In den frühen 80er Jahren des 19. Jahrhunderts wurden auf Initiative des Predigers K. H. Frühauf in Taschkent Mittel für den Bau eines lutherischen Gebetshauses gesammelt. Zusätzliche Spenden, oft große Summen, für den Bau und die Innenausstattung des Kirchengebäudes kamen von vielen wohlhabenden Bewohnern von Taschkent, einschließlich orthodoxer Christen und Muslime: Die Liste enthält Namen wie Arif-Khoja Azis-Khodzhinov (100 Rubel), M. und N. Fedorovs (30 Rubel), E. Ilyin (25 Rubel) und andere.
Es wurde ein Wettbewerb für das beste Projekt ausgeschrieben, an dem auf Entscheidung der Gemeindemitglieder auch der ehemalige Katholik A. L. Benois teilnahm. 1881 entwickelte er das ursprüngliche Design der Kirche, das er bis 1896 weiter verfeinerte. 1899 wurde der Bau des Gebäudes abgeschlossen, in dessen Architektur die Motive der baltischen Gotik verwendet wurden. Der Eingang zur derzeit funktionierenden Kirche wird durch einen hohen Glockenturm mit einem Turm betont, hinter dem sich ein Gebetshaus mit hohen Lanzettenfenstern befindet.

Die feierliche Einweihung der Kirche in der Schukowskaja-Straße fand am 3. Oktober 1899 statt.

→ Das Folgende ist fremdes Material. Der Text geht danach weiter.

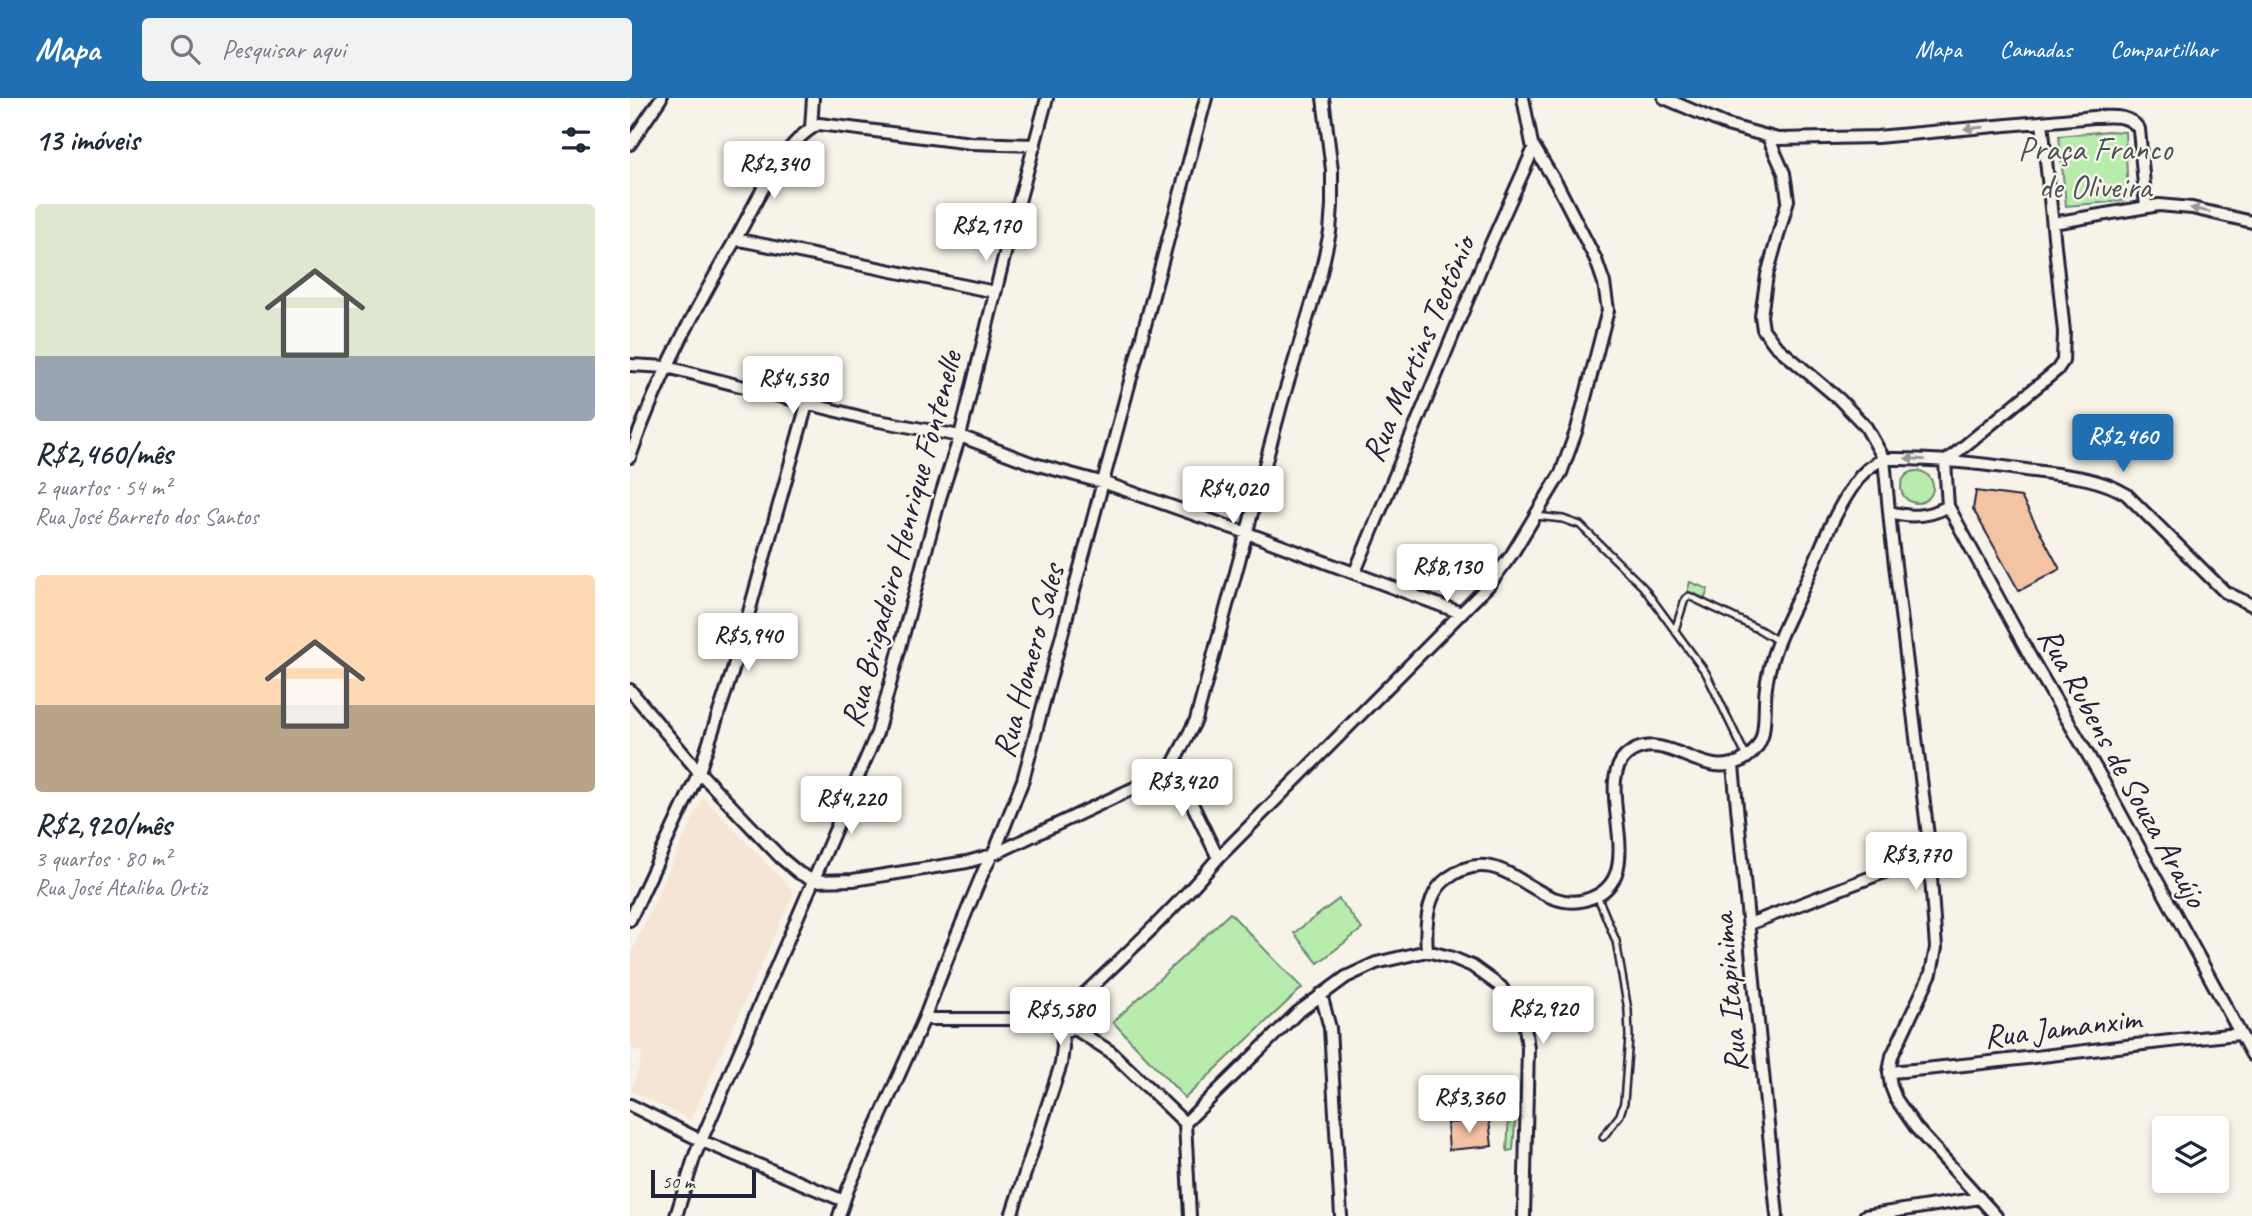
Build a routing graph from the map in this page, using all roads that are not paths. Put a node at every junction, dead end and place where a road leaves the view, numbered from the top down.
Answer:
1 (661, 98) edge
2 (813, 98) edge
3 (1047, 98) edge
4 (1206, 98) edge
5 (1323, 98) edge
6 (1523, 98) edge
7 (1664, 98) edge
8 (2042, 122) junction
9 (811, 128) junction
10 (1768, 137) junction
11 (630, 144) edge
12 (1035, 145) junction
13 (1534, 148) junction
14 (2146, 207) junction
15 (2252, 222) edge
16 (2053, 223) junction
17 (735, 239) junction
18 (995, 292) junction
19 (630, 365) edge
20 (667, 367) junction
21 (807, 404) junction
22 (960, 436) junction
23 (630, 457) edge
24 (1884, 458) junction
25 (1945, 462) junction
26 (1103, 483) junction
27 (1948, 506) junction
28 (1889, 512) junction
29 (1536, 516) junction
30 (1247, 533) junction
31 (1354, 572) junction
32 (2252, 605) edge
33 (1461, 613) junction
34 (1675, 630) junction
35 (1778, 641) junction
36 (630, 690) edge
37 (1747, 758) junction
38 (1172, 764) junction
39 (1733, 765) junction
40 (699, 772) junction
41 (992, 855) junction
42 (1929, 855) junction
43 (1218, 858) junction
44 (814, 881) junction
45 (1597, 895) junction
46 (630, 920) edge
47 (1749, 924) junction
48 (1427, 951) junction
49 (1321, 994) junction
50 (1061, 1017) junction
51 (924, 1019) junction
52 (1067, 1029) junction
53 (2241, 1034) junction
54 (2252, 1055) edge
55 (1889, 1072) junction
56 (630, 1105) edge
57 (1185, 1123) junction
58 (1603, 1136) dead end
59 (702, 1141) junction
60 (1979, 1198) junction
61 (844, 1201) junction
62 (676, 1216) edge
63 (839, 1216) edge
64 (1011, 1216) edge
65 (1190, 1216) edge
66 (1341, 1216) edge
67 (1524, 1216) edge
68 (1777, 1216) edge
69 (1865, 1216) edge
70 (1996, 1216) edge

1 - 11 street
2 - 9 street
3 - 12 street, Rua Brigadeiro Henrique Fontenelle
4 - 26 street, Rua Homero Sales
5 - 30 street
6 - 13 street
7 - 10 street
8 -> 10 street
8 - 14 street
8 - 16 street
9 - 12 street
9 - 17 street
10 - 24 street
12 - 18 street, Rua Brigadeiro Henrique Fontenelle
13 - 29 street
13 - 31 street, Rua Martins Teotônio
15 -> 14 street
14 - 16 street
16 - 25 street
17 - 18 street
17 - 20 street
18 - 22 street, Rua Brigadeiro Henrique Fontenelle
19 - 20 street
20 - 21 street
20 - 23 street
21 - 22 street
21 - 40 street
22 - 26 street
22 - 44 street, Rua Brigadeiro Henrique Fontenelle
25 -> 24 street
24 - 28 street
24 - 35 street
25 - 27 street
25 - 32 street
26 - 30 street
26 - 41 street, Rua Homero Sales
27 - 28 street
27 - 53 street, Rua Rubens de Souza Araújo
28 - 42 street
29 - 33 street
29 - 34 lane
30 - 31 street
30 - 38 street
31 - 33 street
33 - 43 street
34 - 35 lane
34 - 37 lane
35 - 37 street
36 - 40 street
37 - 39 street
38 - 41 street
38 - 43 street
39 - 45 street
39 - 47 street, Rua Itapinima
40 - 44 street
40 - 46 street
41 - 44 street
41 - 51 street, Rua Homero Sales
42 - 47 street
42 - 55 street
43 - 50 street
44 - 59 street, Rua Brigadeiro Henrique Fontenelle
45 - 48 street
45 - 58 lane
47 - 68 street, Rua Itapinima
48 - 49 street
48 - 67 street
49 - 57 street
49 - 66 street
50 - 51 street
50 - 52 street
51 - 61 street, Rua Homero Sales
52 - 57 street
52 - 64 street
53 - 54 street, Rua Rubens de Souza Araújo
53 - 55 street, Rua Jamanxim
55 - 60 street
56 - 59 street
57 - 65 street
59 - 61 street
59 - 62 street, Rua Brigadeiro Henrique Fontenelle
60 - 69 street
60 - 70 street
61 - 63 street, Rua Homero Sales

Der Generalgouverneur des Territoriums, Sergei Dukhovsky, der als Ehrengast zur Feier eingeladen wurde, reagierte sehr negativ auf die Tatsache, dass alle Gottesdienste auf Deutsch durchgeführt wurden, der Muttersprache der meisten Gemeindemitglieder.

Ein Jahr später eröffnete Pastor Justus Jürgensen eine Kirchenschule. Die Zunahme der Zahl der Gläubigen führte 1901 zur Eröffnung von Zweiggemeinden im Laufe der Jahre. Ashgabat und Samarkand und 1907 - in Navoy, Margelan und Kokand. 1907 wurde in Aschgabat eine lutherische Kirche errichtet, das zweite protestantische religiöse Gebäude in Turkestan. Bis 1912 gab es allein in der Region Syr-Darya bereits 1.595 Mennoniten und 6.033 Lutheraner und Gläubige anderer protestantischer Kirchen.

In der Sowjetzeit teilte die Kirche das Schicksal aller Kirchengebäude: Es wurde lange Zeit zweckentfremdet. Ende der 1970er Jahre wurde das Gebäude an das Konservatorium von Taschkent übergeben und beherbergte nach der Restaurierung ein Opernstudio des Wintergartens.

Nach dem Zusammenbruch der Sowjetunion erklärte Usbekistan am 31. August 1991 seine Unabhängigkeit. Mit der Gründung der Republik Usbekistan und Verfassung am 29. Dezember 1992 wurde das rechtliche Fundament zur Erneuerung und Toleranz gegenüber nicht-moslemischen religiösen Gemeinschaften gelegt. (siehe ZAOERV.de Max-Planck-Institut für ausländisches öffentliches Recht und Völkerrecht - Die Verfassung der Republik Usbekistan, Religionsfreiheit Art. 31, die Trennung von Staat und Religion sowie das staatliche Neutralitätsgebot sind in Art. 61 verankert, PDF)

Bereits 1 Jahr nach der Gründung der Republik Usbekistan, am 8. September 1992 erfolgte die Registrierung der Deutschen Evangelisch-Lutherischen Kirche in Taschkent; am 3. Mai 1993 wurde die Anordnung des Ministerkabinetts über die Übergabe des Kirchengebäudes für seine Nutzung erteilt, das Objekt an die neugegründete Lutherische Gemeinde zurückgegeben, die heute mehr als 200 Gemeindemitglieder hat. Die meisten von ihnen sind Deutsche.

Der amtierende Gemeindepfarrer wird von den Gemeindemitgliedern gewählt, muss keinen Initiationsritus wie bei den Katholiken bestehen. Während der Messe trät der/die PastorIn liturgische Gewänder. Der Hauptteil der lutherischen Liturgie der Messe ist die Liturgie der Gläubigen (Anaphora). Während des Gottesdienstes singen die Gemeindemitglieder u.a. deutsche Kirchenlieder. Das Innere der Kirche ist bescheidener geschmückt als in der Polnisch-katholischen Kirche.

Chronik der Evangelischen-Lutherischen Kirche, nach einem Bericht des ehemaligen Bischofs Kornelius Wiebe (Amtszeit 1994-2015)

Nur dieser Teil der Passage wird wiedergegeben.